Dua orang wanita telah melapor tentang seorang perempuan bernama awal huruf NF, penduduk dari Kelurahan Jemberkidul Kecamatan Kaliwates Jember, karena diduga melakukan tindakan penipuan yang menyebabkan kerugian finansial mencapai puluhan juta rupiah bagi para korbannya.
Rina menyebut bahwa kerugian yang diderita bersama teman-temannya mencapai kira-kira Rp 55 juta karena penipuan investasi di bidang usaha kuliner.
Menurut dia, ada delapan orang yang menjadi korban penipuan oleh pelaku ini, termasuk salah satunya adalah keponakannya yang bermukin di Cilacap, Jawa Tengah.
"Dengan rincian saya rugi Rp 17,5 juta, teman saya (Avika) ini Rp 40 juta dan keponakan saya sekitar Rp 70 jutaan," ungkapnya.
Sementara dari lima korban lainnya, kata Rina, terlapor telah menggarong uang investasi sekira Rp 400 juta.
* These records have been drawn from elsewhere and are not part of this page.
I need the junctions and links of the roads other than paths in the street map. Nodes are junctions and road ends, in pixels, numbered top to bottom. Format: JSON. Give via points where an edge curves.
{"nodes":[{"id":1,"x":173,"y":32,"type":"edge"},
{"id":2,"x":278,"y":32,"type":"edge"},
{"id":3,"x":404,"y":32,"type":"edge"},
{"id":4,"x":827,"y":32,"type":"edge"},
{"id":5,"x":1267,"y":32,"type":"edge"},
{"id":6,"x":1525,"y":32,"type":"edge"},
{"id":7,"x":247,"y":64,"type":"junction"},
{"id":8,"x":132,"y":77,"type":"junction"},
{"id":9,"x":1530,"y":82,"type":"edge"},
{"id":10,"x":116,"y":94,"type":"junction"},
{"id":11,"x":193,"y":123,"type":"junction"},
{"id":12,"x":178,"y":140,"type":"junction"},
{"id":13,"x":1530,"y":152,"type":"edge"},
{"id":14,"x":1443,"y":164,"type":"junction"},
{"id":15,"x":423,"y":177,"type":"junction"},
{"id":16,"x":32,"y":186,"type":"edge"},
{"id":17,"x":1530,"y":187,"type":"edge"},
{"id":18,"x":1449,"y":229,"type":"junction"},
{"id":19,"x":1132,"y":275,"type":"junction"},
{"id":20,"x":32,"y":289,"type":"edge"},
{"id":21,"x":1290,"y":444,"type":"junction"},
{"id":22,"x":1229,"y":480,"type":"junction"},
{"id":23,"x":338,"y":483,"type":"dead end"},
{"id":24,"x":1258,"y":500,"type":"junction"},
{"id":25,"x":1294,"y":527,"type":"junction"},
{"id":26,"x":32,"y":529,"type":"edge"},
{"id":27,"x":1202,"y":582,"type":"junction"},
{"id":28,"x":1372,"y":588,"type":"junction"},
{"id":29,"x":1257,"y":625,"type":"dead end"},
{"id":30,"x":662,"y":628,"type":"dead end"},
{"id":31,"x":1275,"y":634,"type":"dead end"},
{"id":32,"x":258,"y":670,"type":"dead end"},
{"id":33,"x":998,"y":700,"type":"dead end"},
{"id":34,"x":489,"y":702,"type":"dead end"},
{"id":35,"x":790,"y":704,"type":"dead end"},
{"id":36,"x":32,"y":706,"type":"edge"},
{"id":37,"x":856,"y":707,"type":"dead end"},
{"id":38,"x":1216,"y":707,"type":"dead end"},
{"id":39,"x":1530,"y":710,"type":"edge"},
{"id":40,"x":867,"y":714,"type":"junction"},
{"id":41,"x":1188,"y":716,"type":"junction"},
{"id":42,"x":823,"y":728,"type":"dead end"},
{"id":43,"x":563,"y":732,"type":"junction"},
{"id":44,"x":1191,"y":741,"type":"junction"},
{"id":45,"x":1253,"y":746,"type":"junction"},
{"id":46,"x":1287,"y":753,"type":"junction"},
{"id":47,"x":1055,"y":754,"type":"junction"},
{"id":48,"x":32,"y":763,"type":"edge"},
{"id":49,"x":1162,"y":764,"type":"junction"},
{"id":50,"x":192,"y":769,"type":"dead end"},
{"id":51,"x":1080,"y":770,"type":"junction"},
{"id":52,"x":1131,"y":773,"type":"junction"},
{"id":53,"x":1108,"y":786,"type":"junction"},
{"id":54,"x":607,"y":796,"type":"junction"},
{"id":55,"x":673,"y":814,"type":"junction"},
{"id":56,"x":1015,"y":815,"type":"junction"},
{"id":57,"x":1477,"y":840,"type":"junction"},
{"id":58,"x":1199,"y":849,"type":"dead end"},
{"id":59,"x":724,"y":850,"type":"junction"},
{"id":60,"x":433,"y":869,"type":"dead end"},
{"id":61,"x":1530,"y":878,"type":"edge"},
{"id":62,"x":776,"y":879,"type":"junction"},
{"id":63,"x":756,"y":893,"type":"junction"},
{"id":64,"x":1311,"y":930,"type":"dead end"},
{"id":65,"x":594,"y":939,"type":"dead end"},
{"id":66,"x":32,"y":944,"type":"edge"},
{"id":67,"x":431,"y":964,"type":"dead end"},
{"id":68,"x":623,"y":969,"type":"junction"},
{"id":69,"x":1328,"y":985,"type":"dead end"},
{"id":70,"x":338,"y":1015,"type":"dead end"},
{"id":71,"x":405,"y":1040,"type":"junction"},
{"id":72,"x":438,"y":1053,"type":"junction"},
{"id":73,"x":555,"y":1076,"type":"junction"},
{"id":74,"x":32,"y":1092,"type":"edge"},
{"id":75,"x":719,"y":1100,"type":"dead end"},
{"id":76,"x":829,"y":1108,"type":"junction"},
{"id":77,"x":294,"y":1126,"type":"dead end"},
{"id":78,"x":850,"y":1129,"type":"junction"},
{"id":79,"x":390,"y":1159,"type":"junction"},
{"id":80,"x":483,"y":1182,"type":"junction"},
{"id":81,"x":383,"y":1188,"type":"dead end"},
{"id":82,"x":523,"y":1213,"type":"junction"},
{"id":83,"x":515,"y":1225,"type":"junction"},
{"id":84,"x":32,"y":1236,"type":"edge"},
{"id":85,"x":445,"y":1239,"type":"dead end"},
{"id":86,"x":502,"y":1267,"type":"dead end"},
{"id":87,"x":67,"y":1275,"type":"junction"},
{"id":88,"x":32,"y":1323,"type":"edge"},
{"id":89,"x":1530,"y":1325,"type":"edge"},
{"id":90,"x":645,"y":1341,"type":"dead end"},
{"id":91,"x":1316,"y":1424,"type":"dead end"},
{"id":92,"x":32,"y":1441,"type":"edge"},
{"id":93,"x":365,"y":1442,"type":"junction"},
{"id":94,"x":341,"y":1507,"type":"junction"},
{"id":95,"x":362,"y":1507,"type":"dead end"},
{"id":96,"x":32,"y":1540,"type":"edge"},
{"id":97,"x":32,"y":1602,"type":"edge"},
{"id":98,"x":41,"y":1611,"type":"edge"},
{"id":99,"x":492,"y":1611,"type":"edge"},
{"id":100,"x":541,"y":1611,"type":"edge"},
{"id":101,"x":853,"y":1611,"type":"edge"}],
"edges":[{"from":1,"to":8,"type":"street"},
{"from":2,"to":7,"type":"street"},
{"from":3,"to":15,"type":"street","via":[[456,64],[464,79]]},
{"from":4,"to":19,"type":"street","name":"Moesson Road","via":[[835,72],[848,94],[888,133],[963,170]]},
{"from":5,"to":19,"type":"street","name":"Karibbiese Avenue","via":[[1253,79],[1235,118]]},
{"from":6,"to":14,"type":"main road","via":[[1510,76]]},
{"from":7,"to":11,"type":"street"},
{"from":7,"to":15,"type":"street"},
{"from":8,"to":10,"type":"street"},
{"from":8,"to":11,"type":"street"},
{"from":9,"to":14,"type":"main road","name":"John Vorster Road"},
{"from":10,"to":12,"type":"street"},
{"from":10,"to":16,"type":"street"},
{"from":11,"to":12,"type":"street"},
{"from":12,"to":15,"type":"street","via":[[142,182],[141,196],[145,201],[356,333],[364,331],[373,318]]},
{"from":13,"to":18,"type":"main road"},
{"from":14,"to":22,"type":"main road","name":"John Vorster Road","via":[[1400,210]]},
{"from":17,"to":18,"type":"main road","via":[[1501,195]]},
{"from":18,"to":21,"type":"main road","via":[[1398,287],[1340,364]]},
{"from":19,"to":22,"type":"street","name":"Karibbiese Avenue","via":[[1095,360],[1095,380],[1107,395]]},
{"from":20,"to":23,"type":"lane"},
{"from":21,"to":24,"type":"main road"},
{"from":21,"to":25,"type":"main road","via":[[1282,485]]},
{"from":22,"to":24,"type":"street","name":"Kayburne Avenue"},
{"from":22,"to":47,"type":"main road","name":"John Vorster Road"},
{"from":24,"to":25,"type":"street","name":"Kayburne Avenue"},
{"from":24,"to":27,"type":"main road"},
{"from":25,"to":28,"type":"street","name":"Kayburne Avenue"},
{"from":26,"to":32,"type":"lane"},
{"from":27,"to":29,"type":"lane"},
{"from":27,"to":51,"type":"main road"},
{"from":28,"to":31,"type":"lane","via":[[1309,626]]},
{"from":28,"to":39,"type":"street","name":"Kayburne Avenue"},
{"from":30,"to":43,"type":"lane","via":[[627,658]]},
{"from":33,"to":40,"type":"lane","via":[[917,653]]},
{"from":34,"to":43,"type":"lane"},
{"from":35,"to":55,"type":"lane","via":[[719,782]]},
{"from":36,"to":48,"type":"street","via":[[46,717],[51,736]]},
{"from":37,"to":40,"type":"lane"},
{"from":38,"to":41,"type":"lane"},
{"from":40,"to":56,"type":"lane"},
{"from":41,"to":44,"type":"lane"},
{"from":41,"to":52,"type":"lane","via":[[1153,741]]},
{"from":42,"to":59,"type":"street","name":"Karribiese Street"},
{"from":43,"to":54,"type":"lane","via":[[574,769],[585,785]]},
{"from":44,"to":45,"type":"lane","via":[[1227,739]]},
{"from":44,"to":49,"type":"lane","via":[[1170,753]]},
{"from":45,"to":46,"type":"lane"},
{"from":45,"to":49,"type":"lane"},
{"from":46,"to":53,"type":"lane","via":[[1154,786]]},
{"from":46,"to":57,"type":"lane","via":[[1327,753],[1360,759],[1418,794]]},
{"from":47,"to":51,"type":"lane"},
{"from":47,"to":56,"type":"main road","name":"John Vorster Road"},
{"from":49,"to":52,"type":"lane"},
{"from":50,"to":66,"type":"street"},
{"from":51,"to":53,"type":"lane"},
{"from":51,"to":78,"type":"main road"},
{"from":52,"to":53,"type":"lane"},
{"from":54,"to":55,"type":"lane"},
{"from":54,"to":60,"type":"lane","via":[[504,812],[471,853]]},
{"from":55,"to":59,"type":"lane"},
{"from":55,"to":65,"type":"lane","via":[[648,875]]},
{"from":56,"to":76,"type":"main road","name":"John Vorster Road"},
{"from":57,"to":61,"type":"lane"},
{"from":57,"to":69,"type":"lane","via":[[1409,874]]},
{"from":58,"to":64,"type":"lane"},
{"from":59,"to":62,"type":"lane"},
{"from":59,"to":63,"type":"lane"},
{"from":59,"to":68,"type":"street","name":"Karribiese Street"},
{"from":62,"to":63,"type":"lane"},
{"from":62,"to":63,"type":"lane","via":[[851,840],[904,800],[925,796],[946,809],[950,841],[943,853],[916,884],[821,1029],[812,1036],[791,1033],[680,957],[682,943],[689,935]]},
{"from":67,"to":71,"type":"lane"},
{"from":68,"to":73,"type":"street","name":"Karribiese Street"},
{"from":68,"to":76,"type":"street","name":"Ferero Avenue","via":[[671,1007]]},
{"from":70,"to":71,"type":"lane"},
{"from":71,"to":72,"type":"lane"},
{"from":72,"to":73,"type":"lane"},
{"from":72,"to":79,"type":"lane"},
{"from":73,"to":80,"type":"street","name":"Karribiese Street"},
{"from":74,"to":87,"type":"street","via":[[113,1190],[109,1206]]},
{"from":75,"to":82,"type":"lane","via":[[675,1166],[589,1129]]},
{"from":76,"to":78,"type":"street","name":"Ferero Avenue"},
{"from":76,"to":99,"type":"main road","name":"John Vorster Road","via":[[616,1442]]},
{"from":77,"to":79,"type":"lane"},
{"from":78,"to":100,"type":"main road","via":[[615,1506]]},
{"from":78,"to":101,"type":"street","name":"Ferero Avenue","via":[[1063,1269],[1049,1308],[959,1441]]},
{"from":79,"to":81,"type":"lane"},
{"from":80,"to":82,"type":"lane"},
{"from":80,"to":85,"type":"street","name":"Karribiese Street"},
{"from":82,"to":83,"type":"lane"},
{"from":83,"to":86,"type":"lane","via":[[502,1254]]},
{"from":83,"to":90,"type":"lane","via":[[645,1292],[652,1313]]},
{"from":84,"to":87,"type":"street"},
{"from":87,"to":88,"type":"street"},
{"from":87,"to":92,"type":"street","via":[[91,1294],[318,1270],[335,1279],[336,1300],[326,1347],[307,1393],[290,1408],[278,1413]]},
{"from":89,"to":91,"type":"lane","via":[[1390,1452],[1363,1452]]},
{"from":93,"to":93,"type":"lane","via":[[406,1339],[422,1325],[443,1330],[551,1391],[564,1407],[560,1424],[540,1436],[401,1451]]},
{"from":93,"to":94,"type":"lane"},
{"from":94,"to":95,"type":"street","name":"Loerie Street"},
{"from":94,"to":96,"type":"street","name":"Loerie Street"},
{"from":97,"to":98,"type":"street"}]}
Berdasarkan penjelasannya, total korban penipuan mencapai kira-kira delapan orang dengan kerugian diperkirakan sebesar Rp 400 juta.
Dia menyatakan bahwa insiden tersebut dimulai saat tersangka mendekati korban di bulan Desember 2024 dengan penawaran untuk berinvestasi dalam bidang usaha katering.
"Terlapor menjanjikan kepada korban bahwa apabila mereka berinvestasi dengan jumlah sebanyak Rp 2,5 juta, maka akan menerima laba sebesar Rp 500 ribu. Sedangkan bila investasinya mencapai Rp 5 juta, keuntungannya diperkirakan bisa sampai Rp 1 juta," terang Rina.
Itu menjadikannya tertarik dan akhirnya Rina memutuskan untuk menginvestasikan modal senilai Rp 2,5 juta ke dalam usaha si pelapor.